START INFORMATION SUPPLIED
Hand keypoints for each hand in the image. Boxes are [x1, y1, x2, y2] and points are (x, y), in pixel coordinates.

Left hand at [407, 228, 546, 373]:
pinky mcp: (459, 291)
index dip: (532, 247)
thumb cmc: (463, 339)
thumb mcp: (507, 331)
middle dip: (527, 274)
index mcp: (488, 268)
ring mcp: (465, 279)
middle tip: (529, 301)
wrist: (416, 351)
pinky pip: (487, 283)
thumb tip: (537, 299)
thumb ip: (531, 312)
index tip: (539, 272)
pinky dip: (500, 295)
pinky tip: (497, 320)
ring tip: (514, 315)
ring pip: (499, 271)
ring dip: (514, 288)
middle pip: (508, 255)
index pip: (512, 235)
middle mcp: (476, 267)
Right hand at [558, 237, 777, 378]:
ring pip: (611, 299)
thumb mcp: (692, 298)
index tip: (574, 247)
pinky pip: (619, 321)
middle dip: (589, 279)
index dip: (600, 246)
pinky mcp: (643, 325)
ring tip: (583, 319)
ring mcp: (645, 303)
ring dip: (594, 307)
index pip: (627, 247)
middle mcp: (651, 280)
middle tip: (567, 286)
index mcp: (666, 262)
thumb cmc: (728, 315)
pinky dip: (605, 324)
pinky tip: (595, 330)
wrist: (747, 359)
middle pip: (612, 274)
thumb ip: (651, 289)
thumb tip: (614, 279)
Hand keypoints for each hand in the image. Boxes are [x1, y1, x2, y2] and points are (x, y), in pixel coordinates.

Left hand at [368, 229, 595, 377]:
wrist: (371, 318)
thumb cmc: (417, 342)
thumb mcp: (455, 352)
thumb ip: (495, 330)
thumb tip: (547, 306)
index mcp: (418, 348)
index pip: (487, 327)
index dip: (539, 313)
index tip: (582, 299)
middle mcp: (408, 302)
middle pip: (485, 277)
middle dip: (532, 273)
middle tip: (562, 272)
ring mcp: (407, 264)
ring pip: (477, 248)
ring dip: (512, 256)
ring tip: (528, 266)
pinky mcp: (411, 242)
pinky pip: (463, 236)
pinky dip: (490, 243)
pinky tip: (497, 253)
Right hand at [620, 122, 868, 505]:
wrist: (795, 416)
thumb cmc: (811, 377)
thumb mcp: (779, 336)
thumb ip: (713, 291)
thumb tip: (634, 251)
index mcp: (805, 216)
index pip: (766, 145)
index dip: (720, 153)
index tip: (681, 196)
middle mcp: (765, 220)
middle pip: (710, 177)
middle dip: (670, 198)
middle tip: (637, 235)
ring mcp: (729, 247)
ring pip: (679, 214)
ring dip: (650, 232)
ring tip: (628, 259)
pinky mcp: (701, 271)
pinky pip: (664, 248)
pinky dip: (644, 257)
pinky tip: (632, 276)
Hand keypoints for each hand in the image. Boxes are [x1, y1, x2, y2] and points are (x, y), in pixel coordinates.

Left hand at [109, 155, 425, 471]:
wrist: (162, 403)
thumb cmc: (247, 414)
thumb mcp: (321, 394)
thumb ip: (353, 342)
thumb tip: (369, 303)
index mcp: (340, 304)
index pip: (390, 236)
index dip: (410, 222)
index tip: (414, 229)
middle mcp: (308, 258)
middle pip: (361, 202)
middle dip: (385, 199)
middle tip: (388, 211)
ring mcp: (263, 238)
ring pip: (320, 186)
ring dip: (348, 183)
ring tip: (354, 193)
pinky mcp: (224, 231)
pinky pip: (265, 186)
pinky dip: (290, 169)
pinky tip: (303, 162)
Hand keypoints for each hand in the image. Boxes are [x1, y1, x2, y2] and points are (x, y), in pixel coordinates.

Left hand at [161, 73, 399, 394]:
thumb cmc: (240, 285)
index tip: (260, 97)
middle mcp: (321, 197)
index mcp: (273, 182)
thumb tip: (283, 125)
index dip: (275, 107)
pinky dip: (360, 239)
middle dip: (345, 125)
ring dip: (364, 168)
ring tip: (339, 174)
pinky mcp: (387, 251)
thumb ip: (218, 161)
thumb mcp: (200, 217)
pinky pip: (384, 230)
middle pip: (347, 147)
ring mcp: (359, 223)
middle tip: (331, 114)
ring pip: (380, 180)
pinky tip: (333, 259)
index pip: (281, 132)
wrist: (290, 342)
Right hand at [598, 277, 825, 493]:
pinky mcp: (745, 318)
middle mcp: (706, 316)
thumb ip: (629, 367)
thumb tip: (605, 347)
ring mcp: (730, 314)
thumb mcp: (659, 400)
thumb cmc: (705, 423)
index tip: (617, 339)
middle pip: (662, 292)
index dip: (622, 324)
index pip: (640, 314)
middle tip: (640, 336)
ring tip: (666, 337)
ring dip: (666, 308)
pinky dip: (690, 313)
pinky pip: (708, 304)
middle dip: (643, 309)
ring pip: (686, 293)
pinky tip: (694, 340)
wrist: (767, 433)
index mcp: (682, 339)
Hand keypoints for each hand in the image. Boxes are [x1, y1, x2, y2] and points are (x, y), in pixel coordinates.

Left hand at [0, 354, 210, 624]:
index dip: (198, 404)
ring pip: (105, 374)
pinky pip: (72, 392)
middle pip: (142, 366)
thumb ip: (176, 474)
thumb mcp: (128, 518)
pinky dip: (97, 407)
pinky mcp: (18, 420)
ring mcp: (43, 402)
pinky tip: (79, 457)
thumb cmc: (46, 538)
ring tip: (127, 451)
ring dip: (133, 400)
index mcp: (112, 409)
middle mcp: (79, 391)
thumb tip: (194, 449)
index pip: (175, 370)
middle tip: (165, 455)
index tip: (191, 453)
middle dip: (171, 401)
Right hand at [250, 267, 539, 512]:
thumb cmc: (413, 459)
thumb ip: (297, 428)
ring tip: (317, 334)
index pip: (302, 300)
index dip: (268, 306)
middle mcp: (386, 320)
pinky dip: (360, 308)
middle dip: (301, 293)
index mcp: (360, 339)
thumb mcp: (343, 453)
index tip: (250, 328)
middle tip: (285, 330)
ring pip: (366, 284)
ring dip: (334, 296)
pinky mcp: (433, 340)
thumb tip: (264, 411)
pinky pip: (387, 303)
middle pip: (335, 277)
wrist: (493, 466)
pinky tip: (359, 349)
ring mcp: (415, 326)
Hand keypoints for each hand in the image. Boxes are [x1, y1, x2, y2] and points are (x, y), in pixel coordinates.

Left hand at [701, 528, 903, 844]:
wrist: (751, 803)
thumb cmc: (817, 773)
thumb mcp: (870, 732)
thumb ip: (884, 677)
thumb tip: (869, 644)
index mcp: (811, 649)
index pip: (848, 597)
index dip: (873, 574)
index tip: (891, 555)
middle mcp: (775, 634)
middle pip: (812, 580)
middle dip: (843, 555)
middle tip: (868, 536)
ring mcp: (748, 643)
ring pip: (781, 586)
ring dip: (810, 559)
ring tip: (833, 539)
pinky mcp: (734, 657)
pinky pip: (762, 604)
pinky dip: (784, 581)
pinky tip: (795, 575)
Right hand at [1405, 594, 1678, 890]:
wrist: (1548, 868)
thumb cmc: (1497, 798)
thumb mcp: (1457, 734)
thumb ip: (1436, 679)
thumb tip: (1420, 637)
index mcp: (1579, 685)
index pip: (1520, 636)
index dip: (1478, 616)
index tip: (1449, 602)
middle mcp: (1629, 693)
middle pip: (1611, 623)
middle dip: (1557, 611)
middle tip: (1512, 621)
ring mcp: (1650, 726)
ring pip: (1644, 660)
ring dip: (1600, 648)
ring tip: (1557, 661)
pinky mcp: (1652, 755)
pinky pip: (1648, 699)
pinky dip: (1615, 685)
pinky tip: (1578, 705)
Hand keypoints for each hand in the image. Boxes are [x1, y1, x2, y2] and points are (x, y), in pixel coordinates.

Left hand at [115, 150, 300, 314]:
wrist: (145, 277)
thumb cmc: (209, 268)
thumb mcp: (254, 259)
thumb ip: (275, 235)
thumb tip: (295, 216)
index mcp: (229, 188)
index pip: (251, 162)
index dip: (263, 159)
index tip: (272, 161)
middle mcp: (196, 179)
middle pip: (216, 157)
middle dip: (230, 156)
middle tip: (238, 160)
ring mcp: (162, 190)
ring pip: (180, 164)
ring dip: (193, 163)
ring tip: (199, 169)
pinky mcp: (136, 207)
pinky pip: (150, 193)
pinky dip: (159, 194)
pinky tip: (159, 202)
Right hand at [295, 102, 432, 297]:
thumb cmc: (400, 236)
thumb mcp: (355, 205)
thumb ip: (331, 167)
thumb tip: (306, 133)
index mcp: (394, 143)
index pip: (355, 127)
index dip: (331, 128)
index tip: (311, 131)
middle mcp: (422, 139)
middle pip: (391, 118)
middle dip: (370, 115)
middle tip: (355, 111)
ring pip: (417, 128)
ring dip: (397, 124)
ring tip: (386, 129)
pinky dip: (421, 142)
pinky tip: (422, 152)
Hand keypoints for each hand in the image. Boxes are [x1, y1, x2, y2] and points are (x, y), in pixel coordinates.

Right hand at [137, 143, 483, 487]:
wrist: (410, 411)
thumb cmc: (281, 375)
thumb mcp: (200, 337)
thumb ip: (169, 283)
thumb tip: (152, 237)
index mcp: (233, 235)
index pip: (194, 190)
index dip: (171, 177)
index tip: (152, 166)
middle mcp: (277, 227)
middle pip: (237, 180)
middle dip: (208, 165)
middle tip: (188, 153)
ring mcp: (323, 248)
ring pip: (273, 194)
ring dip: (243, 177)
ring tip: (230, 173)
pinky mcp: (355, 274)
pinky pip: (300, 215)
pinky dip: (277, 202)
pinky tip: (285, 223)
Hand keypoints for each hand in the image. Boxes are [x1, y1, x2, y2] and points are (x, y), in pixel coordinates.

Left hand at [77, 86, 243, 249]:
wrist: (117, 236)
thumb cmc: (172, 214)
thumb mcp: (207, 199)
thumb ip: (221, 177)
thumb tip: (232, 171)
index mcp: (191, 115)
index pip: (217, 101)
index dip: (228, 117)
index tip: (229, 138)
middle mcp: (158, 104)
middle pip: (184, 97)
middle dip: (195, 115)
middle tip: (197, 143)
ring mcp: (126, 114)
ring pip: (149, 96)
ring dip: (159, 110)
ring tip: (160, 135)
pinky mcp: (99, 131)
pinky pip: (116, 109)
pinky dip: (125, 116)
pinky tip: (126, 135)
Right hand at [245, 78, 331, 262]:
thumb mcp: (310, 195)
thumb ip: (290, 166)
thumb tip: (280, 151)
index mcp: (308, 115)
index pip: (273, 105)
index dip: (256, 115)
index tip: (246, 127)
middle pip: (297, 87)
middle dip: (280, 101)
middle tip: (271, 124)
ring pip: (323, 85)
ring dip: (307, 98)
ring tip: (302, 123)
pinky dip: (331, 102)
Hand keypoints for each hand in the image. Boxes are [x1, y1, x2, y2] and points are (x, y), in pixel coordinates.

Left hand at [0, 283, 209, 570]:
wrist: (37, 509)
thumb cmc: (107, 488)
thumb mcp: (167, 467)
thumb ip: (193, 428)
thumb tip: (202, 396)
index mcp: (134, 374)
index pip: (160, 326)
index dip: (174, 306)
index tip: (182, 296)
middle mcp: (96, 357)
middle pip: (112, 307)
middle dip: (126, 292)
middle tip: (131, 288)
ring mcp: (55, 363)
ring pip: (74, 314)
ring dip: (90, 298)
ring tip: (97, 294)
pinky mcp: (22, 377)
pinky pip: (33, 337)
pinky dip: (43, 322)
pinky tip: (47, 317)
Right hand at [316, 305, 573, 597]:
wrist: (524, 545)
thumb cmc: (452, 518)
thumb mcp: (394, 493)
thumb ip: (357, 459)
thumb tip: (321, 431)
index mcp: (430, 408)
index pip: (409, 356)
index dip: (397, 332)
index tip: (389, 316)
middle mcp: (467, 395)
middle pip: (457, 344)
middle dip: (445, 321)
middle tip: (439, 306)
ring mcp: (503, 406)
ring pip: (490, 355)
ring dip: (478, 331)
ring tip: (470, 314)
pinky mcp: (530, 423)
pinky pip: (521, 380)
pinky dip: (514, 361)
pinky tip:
END INFORMATION SUPPLIED
### WHAT YOU ARE ASKED TO DO
Filter the records above for lines with "Left".

### RESPONSE
Left hand at [407, 228, 546, 373]:
Left hand at [368, 229, 595, 377]:
Left hand at [109, 155, 425, 471]:
Left hand at [161, 73, 399, 394]:
Left hand at [0, 354, 210, 624]:
Left hand at [701, 528, 903, 844]:
Left hand at [115, 150, 300, 314]:
Left hand at [77, 86, 243, 249]:
Left hand at [0, 283, 209, 570]:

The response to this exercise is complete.